[Stored data]
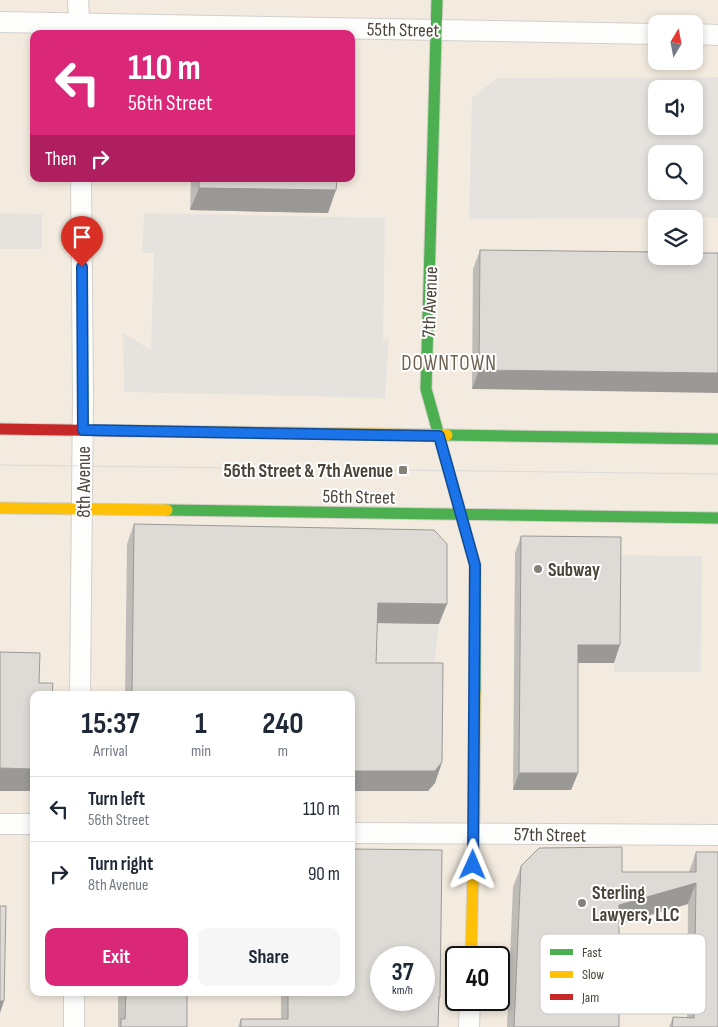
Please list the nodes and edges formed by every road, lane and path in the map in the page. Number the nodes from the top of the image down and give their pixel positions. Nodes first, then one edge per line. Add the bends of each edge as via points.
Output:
1 (78, 0) edge
2 (437, 0) edge
3 (0, 22) edge
4 (80, 29) edge
5 (436, 30) junction
6 (648, 34) edge
7 (703, 34) edge
8 (718, 35) edge
9 (81, 182) edge
10 (0, 429) edge
11 (83, 430) junction
12 (439, 436) junction
13 (718, 439) edge
14 (0, 508) edge
15 (82, 508) junction
16 (461, 516) junction
17 (718, 518) edge
18 (80, 691) edge
19 (0, 824) edge
20 (30, 824) edge
21 (355, 833) edge
22 (474, 834) junction
23 (718, 835) edge
24 (471, 946) edge
25 (74, 996) edge
26 (470, 1011) edge
27 (74, 1027) edge
28 (469, 1027) edge

1 - 4 street
2 - 5 street, 7th Avenue
3 - 4 street, 55th Street
4 - 5 street, 55th Street
5 - 6 street, 55th Street
5 - 12 street, 7th Avenue via 426,390
7 - 8 street
9 - 11 street, 8th Avenue
10 - 11 street
11 - 12 street
11 - 15 street, 8th Avenue
12 - 13 street
12 - 16 street, 7th Avenue
14 - 15 street, 56th Street
15 - 16 street, 56th Street
15 - 18 street, 8th Avenue
16 - 17 street, 56th Street
16 - 22 street, 7th Avenue via 475,565
19 - 20 street
21 - 22 street, 57th Street
22 - 23 street, 57th Street
22 - 24 street, 7th Avenue
25 - 27 street
26 - 28 street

Task requirements. Word for word, set down each record shown above, omitting the pictures.

Your response.
Please list the nodes and edges formed by every road, lane and path in the map in the page. Number the nodes from the top of the image down and give their pixel positions. Nodes first, then one edge per line. Add the bends of each edge as via points.
Output:
1 (78, 0) edge
2 (437, 0) edge
3 (0, 22) edge
4 (80, 29) edge
5 (436, 30) junction
6 (648, 34) edge
7 (703, 34) edge
8 (718, 35) edge
9 (81, 182) edge
10 (0, 429) edge
11 (83, 430) junction
12 (439, 436) junction
13 (718, 439) edge
14 (0, 508) edge
15 (82, 508) junction
16 (461, 516) junction
17 (718, 518) edge
18 (80, 691) edge
19 (0, 824) edge
20 (30, 824) edge
21 (355, 833) edge
22 (474, 834) junction
23 (718, 835) edge
24 (471, 946) edge
25 (74, 996) edge
26 (470, 1011) edge
27 (74, 1027) edge
28 (469, 1027) edge

1 - 4 street
2 - 5 street, 7th Avenue
3 - 4 street, 55th Street
4 - 5 street, 55th Street
5 - 6 street, 55th Street
5 - 12 street, 7th Avenue via 426,390
7 - 8 street
9 - 11 street, 8th Avenue
10 - 11 street
11 - 12 street
11 - 15 street, 8th Avenue
12 - 13 street
12 - 16 street, 7th Avenue
14 - 15 street, 56th Street
15 - 16 street, 56th Street
15 - 18 street, 8th Avenue
16 - 17 street, 56th Street
16 - 22 street, 7th Avenue via 475,565
19 - 20 street
21 - 22 street, 57th Street
22 - 23 street, 57th Street
22 - 24 street, 7th Avenue
25 - 27 street
26 - 28 street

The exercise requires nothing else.